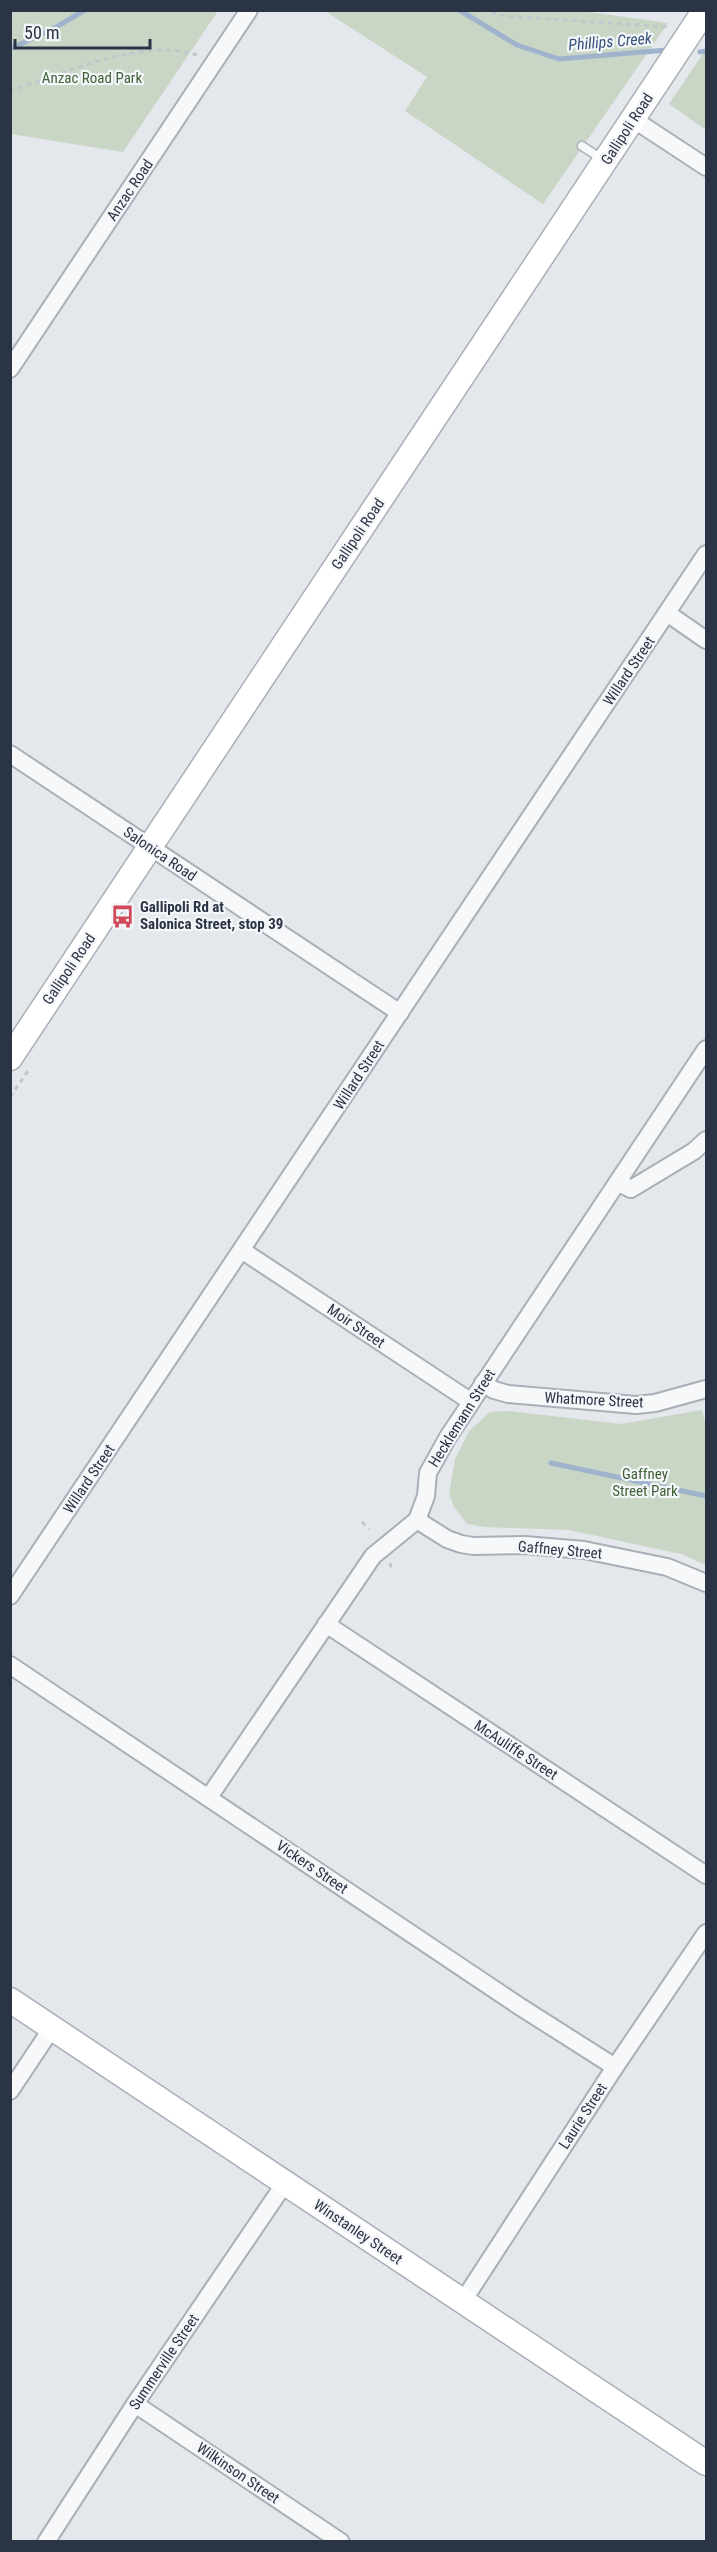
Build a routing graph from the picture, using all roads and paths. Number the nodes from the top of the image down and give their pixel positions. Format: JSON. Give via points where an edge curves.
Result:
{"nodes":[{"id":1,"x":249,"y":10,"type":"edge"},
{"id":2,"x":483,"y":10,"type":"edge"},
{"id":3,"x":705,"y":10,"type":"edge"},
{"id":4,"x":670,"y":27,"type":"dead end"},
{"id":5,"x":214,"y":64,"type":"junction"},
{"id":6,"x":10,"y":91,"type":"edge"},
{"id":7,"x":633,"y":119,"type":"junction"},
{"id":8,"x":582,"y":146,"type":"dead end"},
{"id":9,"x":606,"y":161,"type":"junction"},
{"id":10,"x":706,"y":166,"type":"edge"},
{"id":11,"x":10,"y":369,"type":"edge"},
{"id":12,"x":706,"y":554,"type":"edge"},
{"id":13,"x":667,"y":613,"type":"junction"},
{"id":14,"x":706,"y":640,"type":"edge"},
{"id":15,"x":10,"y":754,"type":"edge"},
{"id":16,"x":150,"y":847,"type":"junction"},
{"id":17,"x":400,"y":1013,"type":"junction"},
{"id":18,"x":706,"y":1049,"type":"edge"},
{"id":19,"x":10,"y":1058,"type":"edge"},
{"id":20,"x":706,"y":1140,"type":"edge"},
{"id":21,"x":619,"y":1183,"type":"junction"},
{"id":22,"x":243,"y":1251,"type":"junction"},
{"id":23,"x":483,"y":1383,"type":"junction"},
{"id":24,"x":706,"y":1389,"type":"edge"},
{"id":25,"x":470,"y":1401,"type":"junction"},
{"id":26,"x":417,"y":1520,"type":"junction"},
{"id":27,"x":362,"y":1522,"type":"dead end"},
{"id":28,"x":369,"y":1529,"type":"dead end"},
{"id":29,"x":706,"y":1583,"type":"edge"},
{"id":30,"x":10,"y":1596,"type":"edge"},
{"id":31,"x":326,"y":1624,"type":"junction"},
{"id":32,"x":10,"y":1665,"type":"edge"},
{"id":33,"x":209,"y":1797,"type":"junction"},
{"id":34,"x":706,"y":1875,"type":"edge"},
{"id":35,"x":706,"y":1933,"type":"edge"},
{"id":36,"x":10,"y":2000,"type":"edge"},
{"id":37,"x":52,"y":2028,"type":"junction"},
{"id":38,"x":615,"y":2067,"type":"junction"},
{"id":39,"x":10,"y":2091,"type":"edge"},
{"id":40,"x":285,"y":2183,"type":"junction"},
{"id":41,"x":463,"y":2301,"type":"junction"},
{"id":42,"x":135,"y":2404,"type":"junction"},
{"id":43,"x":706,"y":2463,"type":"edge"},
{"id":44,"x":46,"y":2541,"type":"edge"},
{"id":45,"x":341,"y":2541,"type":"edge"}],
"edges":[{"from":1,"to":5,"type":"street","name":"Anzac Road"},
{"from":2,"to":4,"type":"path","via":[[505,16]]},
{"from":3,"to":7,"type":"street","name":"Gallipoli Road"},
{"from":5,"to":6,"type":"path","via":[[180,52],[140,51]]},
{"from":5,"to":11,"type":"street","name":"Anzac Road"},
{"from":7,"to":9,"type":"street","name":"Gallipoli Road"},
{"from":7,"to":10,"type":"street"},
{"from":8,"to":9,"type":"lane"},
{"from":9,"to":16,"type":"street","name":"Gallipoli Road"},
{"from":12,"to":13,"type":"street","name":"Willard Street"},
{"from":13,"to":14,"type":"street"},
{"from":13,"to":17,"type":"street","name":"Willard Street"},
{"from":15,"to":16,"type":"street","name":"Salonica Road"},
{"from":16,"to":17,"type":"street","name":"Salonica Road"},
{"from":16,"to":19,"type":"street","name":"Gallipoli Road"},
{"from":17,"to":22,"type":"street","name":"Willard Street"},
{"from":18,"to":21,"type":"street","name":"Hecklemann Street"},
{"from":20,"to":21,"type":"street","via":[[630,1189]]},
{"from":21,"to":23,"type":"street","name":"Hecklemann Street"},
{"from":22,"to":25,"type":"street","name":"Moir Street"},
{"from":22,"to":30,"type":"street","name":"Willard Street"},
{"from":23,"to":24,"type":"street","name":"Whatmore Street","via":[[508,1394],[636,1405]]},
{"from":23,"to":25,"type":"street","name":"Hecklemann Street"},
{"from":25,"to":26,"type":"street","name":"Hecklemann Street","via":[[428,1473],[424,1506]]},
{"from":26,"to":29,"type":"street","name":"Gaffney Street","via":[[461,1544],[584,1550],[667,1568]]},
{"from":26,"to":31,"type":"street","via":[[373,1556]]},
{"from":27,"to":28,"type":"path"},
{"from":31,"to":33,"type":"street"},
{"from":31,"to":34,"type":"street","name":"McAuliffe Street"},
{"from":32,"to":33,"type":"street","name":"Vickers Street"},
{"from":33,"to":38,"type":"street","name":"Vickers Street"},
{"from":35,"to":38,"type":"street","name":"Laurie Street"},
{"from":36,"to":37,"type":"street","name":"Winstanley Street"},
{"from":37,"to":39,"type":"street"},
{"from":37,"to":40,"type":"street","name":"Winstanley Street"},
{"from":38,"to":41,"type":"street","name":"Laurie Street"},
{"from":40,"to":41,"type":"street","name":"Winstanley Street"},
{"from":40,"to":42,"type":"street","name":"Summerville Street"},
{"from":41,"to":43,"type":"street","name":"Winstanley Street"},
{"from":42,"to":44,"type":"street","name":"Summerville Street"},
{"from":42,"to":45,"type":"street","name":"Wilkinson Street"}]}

******

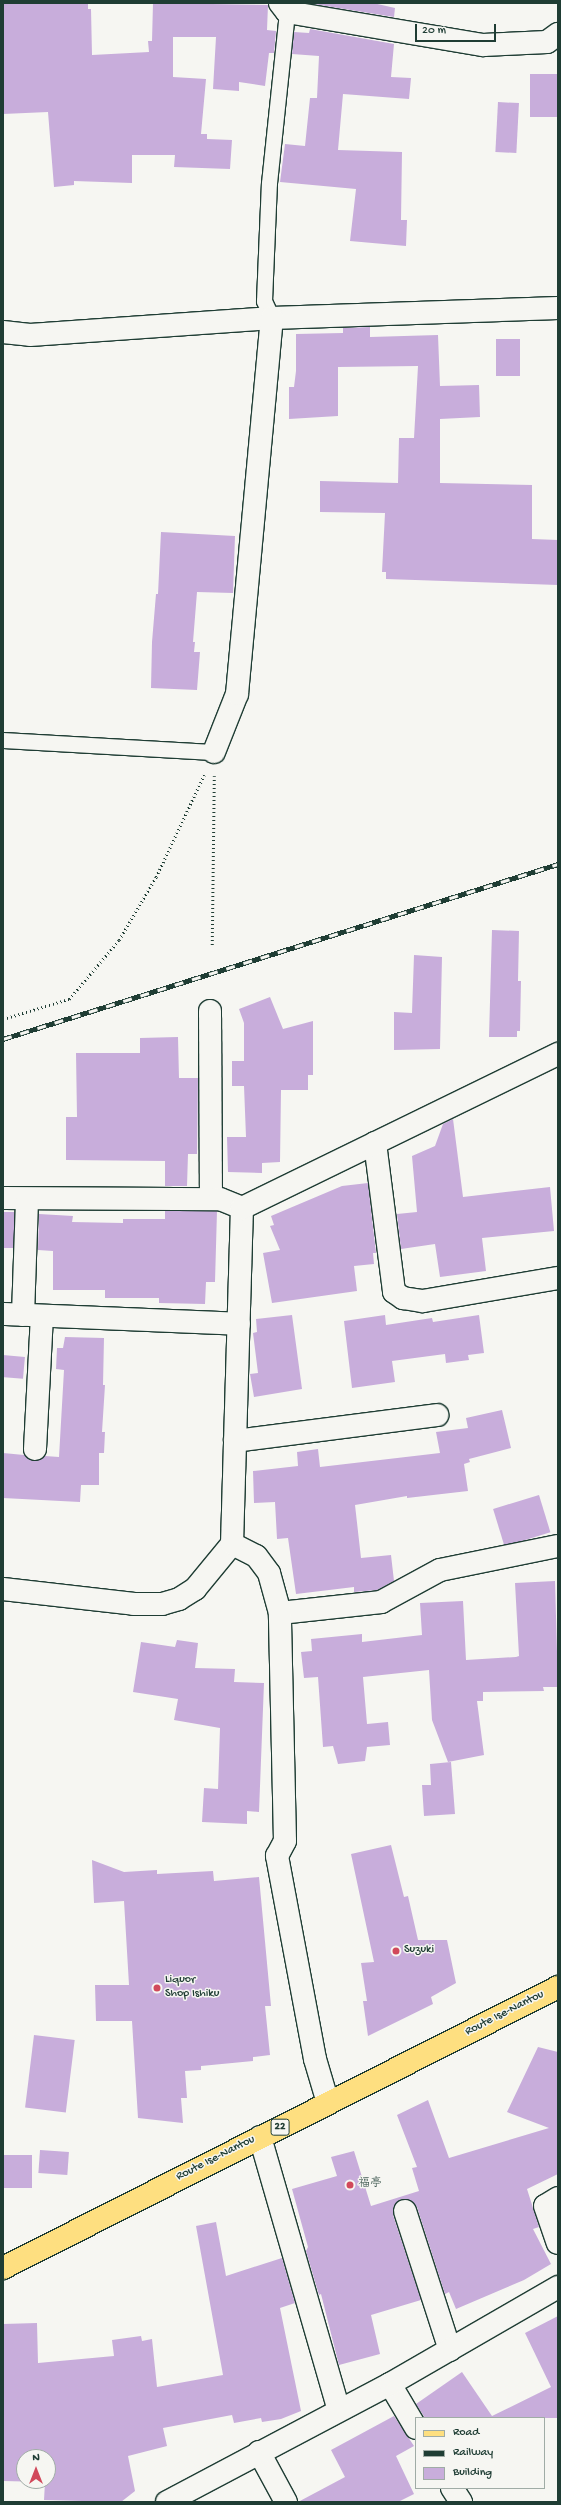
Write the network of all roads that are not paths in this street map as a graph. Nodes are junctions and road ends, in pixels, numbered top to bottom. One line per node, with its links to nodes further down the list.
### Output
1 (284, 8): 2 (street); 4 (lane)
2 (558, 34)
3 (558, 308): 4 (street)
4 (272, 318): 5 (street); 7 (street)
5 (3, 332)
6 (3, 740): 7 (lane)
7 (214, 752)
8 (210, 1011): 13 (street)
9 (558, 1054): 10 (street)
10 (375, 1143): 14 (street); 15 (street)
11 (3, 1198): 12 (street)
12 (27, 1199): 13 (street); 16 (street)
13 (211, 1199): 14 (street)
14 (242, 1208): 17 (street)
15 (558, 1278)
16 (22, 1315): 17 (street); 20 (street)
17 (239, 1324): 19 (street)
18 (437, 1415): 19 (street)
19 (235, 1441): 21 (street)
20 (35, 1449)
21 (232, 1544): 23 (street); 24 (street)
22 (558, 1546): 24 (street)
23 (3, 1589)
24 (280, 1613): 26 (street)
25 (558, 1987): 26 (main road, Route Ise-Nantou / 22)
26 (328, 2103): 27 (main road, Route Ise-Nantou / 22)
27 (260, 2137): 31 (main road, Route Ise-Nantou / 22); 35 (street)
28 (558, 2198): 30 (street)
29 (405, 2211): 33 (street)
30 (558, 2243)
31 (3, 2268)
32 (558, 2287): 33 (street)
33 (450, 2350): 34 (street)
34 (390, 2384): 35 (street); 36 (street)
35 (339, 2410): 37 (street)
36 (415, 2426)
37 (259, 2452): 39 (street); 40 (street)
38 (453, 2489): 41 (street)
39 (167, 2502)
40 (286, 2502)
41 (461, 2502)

******

» Work request
Among the lines above, which ones include the word "Summerville"? Copy them.

» Answer space
{"from":40,"to":42,"type":"street","name":"Summerville Street"},
{"from":42,"to":44,"type":"street","name":"Summerville Street"},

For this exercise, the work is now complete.